__ASSIGNMENT__
Read the data below line by line and copy each one with "Monayar" in it.

__Dataset entries__
>>>>
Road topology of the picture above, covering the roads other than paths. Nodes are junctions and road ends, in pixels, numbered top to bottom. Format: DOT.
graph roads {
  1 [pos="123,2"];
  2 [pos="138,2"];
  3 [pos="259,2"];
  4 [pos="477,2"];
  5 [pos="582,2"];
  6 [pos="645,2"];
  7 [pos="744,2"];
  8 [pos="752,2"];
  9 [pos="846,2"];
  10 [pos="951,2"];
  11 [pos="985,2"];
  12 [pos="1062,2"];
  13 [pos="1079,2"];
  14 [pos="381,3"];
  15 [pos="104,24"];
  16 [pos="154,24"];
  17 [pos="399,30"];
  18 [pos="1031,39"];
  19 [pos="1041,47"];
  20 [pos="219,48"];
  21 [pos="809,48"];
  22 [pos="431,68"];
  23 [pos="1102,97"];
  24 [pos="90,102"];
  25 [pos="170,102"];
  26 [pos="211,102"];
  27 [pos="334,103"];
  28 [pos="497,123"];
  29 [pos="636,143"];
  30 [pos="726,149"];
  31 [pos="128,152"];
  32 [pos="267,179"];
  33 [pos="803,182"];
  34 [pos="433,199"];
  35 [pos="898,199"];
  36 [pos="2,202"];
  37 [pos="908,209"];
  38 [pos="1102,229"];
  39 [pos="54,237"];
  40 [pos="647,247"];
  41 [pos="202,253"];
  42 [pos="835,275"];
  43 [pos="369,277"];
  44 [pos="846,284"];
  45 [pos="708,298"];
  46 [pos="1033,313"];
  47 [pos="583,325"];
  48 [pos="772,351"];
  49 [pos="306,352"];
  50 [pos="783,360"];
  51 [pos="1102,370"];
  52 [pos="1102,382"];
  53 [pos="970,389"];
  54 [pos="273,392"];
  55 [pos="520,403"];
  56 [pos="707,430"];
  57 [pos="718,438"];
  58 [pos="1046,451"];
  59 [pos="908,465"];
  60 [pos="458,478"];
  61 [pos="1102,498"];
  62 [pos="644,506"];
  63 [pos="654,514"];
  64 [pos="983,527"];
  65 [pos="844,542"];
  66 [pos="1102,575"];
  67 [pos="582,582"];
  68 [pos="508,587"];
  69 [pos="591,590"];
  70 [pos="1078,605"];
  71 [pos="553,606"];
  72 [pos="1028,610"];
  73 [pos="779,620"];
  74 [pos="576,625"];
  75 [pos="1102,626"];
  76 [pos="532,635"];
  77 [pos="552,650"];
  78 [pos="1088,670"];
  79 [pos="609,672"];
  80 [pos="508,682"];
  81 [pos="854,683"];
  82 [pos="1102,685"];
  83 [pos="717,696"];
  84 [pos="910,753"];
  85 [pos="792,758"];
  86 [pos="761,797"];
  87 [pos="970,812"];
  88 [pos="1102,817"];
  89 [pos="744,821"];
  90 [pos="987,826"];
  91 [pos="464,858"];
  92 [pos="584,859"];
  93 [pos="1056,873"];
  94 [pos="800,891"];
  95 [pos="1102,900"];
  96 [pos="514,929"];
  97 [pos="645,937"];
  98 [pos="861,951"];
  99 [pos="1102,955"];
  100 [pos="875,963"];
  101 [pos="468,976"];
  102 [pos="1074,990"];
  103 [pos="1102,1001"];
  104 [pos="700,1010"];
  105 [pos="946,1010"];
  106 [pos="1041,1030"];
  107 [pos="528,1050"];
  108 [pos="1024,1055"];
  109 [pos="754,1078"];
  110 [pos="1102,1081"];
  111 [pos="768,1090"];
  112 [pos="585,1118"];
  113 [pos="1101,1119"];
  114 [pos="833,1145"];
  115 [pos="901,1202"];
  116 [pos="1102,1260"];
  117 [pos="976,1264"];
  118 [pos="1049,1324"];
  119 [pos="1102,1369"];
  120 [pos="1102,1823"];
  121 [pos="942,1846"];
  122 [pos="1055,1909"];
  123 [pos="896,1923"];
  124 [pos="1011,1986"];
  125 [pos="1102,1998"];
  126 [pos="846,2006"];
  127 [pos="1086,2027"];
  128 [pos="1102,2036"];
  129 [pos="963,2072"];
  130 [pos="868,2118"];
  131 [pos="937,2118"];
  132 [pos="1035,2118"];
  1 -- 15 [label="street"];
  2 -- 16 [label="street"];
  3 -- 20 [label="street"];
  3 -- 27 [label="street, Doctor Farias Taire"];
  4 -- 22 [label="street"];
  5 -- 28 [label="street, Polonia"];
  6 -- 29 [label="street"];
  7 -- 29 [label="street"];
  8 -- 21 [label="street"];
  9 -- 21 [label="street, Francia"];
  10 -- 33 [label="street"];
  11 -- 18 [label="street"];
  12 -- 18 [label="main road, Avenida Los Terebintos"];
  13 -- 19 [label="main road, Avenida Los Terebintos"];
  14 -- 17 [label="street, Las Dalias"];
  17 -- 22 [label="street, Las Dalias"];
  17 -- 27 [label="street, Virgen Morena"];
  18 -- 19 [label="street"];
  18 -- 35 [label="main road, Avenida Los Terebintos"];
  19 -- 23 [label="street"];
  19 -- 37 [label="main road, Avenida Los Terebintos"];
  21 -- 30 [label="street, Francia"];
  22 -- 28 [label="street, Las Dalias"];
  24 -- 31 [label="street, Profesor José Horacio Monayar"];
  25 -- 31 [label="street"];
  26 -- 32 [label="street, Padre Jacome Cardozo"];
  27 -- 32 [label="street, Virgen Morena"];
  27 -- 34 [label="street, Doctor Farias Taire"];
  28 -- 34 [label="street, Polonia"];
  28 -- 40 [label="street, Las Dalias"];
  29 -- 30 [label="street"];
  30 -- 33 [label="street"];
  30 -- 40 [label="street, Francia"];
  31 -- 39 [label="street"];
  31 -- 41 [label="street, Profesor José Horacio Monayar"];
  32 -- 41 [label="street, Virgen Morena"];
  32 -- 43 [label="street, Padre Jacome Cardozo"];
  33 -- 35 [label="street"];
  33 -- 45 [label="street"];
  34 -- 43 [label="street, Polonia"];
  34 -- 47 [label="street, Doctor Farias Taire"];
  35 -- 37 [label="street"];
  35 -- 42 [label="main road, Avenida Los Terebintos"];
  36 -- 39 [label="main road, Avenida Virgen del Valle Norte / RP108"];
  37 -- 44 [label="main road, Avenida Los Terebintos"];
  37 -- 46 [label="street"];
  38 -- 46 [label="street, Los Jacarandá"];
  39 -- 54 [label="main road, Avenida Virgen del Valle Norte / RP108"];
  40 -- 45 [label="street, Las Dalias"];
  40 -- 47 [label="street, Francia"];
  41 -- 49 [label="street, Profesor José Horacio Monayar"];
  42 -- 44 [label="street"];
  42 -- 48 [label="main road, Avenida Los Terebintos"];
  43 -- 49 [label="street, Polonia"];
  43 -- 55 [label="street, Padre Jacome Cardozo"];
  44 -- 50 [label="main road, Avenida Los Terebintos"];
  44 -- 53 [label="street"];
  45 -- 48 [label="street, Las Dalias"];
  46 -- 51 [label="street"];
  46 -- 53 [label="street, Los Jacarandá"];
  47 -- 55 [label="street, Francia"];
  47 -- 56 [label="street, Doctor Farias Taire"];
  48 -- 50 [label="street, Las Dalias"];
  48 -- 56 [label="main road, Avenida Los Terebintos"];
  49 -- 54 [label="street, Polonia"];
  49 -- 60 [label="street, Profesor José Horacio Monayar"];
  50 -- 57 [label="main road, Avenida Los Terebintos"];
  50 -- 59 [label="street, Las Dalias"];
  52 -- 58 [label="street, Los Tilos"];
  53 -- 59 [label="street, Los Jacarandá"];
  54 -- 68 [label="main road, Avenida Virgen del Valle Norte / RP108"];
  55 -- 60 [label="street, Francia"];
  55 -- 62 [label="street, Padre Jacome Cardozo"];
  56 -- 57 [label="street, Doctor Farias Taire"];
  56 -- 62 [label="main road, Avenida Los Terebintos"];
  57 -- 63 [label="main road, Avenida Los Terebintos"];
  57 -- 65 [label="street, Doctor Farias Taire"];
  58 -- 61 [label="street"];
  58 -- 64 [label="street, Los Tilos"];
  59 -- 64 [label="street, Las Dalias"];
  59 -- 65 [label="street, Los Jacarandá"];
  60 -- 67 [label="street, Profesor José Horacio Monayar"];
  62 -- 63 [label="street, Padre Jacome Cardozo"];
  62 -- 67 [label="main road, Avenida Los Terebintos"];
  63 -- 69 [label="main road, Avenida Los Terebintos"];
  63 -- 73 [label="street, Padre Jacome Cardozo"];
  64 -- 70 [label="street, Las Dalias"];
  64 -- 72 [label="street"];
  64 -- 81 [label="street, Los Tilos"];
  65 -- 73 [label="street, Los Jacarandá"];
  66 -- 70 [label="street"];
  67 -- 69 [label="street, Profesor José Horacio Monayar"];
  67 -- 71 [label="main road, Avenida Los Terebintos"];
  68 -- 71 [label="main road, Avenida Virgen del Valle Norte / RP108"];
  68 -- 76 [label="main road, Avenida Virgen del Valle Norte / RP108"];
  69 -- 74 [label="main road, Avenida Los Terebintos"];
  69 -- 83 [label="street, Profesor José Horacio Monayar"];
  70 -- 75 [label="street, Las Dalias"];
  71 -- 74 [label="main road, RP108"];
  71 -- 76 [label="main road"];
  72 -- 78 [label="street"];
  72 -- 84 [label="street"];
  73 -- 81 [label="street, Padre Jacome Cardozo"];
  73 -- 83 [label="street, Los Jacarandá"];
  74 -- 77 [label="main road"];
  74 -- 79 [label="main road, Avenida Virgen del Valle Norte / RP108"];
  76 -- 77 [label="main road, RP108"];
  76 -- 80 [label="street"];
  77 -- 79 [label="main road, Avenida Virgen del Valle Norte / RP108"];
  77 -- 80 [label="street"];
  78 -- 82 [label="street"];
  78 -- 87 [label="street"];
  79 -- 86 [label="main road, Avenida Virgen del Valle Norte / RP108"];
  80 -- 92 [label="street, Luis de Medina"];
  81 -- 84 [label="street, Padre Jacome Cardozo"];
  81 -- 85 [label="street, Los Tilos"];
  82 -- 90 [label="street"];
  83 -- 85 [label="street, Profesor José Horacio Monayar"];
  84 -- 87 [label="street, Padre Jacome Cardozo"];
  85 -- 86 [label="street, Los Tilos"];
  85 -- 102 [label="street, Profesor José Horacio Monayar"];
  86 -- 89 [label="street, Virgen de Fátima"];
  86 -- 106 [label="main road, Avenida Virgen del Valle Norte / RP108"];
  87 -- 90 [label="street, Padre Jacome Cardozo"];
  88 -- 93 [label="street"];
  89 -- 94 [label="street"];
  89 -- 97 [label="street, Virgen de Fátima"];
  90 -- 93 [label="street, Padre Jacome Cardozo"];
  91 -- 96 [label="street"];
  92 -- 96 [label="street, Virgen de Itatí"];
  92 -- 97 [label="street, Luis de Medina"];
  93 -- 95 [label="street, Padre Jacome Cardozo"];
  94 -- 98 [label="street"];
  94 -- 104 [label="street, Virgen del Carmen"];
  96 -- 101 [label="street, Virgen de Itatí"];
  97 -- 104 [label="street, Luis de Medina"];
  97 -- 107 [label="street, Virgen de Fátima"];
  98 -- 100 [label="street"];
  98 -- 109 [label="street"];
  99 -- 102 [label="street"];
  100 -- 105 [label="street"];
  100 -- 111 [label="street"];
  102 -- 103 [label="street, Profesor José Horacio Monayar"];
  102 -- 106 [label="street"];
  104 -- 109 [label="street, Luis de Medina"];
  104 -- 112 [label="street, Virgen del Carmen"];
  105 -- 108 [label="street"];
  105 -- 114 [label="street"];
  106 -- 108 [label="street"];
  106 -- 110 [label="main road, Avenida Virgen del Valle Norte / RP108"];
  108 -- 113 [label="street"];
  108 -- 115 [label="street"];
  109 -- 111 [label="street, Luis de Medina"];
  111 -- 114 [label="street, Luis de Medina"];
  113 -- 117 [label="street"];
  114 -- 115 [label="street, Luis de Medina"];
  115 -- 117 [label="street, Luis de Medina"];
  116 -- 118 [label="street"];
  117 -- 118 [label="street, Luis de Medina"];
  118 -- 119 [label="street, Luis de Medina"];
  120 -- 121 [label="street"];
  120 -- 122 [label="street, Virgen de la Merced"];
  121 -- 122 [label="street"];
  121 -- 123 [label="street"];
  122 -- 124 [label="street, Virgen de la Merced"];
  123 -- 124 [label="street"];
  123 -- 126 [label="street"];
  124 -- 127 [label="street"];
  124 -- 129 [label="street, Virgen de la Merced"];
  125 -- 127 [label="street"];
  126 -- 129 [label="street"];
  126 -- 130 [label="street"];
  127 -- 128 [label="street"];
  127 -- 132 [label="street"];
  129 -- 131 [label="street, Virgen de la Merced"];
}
<<<<
__RESPONSE FOR THIS EXERCISE__
  24 -- 31 [label="street, Profesor José Horacio Monayar"];
  31 -- 41 [label="street, Profesor José Horacio Monayar"];
  41 -- 49 [label="street, Profesor José Horacio Monayar"];
  49 -- 60 [label="street, Profesor José Horacio Monayar"];
  60 -- 67 [label="street, Profesor José Horacio Monayar"];
  67 -- 69 [label="street, Profesor José Horacio Monayar"];
  69 -- 83 [label="street, Profesor José Horacio Monayar"];
  83 -- 85 [label="street, Profesor José Horacio Monayar"];
  85 -- 102 [label="street, Profesor José Horacio Monayar"];
  102 -- 103 [label="street, Profesor José Horacio Monayar"];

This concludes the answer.